Die Vorbereitungen auf die Rübensaison 2026 nehmen Fahrt auf. Aktuell dürften viele Rübenproduzenten ihre Pflanzenschutzstrategie planen. Bei den Rüben gibt es dabei einige Änderungen zu berücksichtigen. Die Schweizerische Zuckerrübenfachstelle (SFZ) gibt Auskunft.

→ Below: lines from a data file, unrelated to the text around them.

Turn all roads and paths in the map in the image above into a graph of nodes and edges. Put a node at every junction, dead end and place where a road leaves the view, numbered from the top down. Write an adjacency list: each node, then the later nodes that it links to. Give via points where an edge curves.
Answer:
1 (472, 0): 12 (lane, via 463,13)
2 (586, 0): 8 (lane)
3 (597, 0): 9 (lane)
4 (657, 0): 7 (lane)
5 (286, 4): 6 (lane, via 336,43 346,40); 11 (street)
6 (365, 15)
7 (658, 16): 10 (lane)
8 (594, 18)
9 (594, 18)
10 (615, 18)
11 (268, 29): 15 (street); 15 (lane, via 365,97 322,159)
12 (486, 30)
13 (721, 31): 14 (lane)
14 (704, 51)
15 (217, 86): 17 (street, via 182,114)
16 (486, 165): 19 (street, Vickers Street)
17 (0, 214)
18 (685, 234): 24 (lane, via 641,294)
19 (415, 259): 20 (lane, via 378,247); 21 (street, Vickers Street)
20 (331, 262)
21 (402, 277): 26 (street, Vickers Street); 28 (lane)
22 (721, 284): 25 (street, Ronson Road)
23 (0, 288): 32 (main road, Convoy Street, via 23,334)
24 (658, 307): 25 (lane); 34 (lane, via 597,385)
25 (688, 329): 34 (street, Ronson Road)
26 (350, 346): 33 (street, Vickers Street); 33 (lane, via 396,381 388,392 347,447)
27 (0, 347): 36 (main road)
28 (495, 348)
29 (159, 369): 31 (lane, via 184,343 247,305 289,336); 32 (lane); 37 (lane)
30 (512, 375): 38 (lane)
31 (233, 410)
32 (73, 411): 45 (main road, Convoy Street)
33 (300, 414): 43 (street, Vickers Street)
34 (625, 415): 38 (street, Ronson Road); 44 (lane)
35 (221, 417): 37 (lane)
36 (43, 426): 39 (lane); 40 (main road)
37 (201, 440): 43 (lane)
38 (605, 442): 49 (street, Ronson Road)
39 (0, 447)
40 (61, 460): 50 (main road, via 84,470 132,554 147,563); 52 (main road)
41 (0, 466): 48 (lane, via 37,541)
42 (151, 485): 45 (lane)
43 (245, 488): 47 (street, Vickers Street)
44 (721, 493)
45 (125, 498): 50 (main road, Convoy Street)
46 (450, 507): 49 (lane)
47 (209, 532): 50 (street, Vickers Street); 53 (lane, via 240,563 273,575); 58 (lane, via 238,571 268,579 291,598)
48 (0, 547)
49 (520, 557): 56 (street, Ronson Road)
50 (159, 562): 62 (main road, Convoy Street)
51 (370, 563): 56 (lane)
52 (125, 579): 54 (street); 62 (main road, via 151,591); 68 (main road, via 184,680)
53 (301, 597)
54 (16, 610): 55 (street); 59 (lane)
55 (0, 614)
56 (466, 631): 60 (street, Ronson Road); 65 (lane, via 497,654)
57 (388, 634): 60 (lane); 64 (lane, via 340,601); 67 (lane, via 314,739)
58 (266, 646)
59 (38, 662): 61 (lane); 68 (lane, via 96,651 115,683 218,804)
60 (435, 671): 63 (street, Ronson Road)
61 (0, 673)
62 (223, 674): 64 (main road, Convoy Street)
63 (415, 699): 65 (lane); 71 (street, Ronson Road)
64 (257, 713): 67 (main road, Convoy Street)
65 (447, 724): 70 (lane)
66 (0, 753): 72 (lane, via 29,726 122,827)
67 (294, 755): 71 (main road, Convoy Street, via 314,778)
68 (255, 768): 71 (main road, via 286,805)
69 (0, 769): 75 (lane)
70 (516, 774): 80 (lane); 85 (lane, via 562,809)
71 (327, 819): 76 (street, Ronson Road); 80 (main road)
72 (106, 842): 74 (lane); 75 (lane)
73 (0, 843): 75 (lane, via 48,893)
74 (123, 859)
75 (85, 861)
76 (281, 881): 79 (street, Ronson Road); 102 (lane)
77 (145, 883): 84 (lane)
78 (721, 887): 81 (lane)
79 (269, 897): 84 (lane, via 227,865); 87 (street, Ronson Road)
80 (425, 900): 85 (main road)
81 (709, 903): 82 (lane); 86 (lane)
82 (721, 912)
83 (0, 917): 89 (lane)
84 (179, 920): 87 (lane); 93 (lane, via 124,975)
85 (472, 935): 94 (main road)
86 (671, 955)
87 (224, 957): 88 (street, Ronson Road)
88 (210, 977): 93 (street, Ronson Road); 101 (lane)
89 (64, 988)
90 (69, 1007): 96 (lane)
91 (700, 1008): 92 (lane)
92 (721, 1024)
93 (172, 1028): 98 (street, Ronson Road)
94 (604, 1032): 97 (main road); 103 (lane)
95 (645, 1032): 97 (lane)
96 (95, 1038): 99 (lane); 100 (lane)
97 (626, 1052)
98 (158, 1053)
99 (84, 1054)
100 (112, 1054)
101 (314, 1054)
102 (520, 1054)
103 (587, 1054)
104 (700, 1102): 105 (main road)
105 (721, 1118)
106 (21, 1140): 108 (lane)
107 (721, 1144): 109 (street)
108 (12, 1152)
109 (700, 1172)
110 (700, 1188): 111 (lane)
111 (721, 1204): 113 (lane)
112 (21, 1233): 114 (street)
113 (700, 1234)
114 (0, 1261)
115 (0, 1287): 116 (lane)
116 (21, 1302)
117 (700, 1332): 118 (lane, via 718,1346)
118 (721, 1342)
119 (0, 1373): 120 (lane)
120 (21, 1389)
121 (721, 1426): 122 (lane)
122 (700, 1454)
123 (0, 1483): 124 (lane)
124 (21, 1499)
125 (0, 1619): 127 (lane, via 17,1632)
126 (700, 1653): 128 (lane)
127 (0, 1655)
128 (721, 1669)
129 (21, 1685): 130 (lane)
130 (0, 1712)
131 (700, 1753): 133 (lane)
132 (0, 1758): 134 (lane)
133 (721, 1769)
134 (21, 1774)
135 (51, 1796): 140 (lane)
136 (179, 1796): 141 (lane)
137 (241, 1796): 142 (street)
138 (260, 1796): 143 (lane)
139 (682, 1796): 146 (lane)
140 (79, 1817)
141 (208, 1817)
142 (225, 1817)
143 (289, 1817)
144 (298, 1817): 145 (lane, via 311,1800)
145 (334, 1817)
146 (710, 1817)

Phenmedipham zurückgerufen
Unerwartet zurückgerufen wurden laut Fachstelle alle Phenmedipham-EC-Solo-Herbizidmittel. Grund dafür ist ein in der Schweiz nicht mehr bewilligter Zusatzstoff. Betroffen sind folgende Produkte bzw. W-Nummern:
- W-6938 Betasana EC, UPL Switzerland
- W-6938-1 Beetup 160 EC, Stähler
- W-6938-2 Betam LG, Leu+Gygax
- W-6938-3 Phenmedipham EC, Schneiter
- W-6938-4 Mentor Uno, Omya
Für die Produkte gibt es keine Aufbrauchfrist. Sie werden vom Markt genommen und eingesammelt. Phenmedipham-Kombi-Produkte mit Ethofumesat sind vom Rückruf nicht betroffen.
Für reine Dimethenamid-P-Produkte (Frontier X2, Loper, Mazil, Spectrum) wurde die bewilligte Dosierung im Vergleich zu den Vorjahren heruntergesetzt. Neu liegt die maximale Jahresaufwandsmenge bei 1 l/ha statt 1,4 l/ha.
Quinmerac-haltige Produkte (Tanaris, Solanis, Braudio, Zeppelin, Tomahawk) dürfen neu nur noch alle zwei Jahre angewendet werden. Von dieser Änderung betroffen seien vor allem Rübenproduzenten mit Raps in der Fruchtfolge, so die SFZ. Ein Beispiel: Wurden Quinmerac oder Dimethenamid-P-Produkte in den Rüben eingesetzt, muss im Folgejahr auf eine Herbstbehandlung beim Raps verzichtet werden.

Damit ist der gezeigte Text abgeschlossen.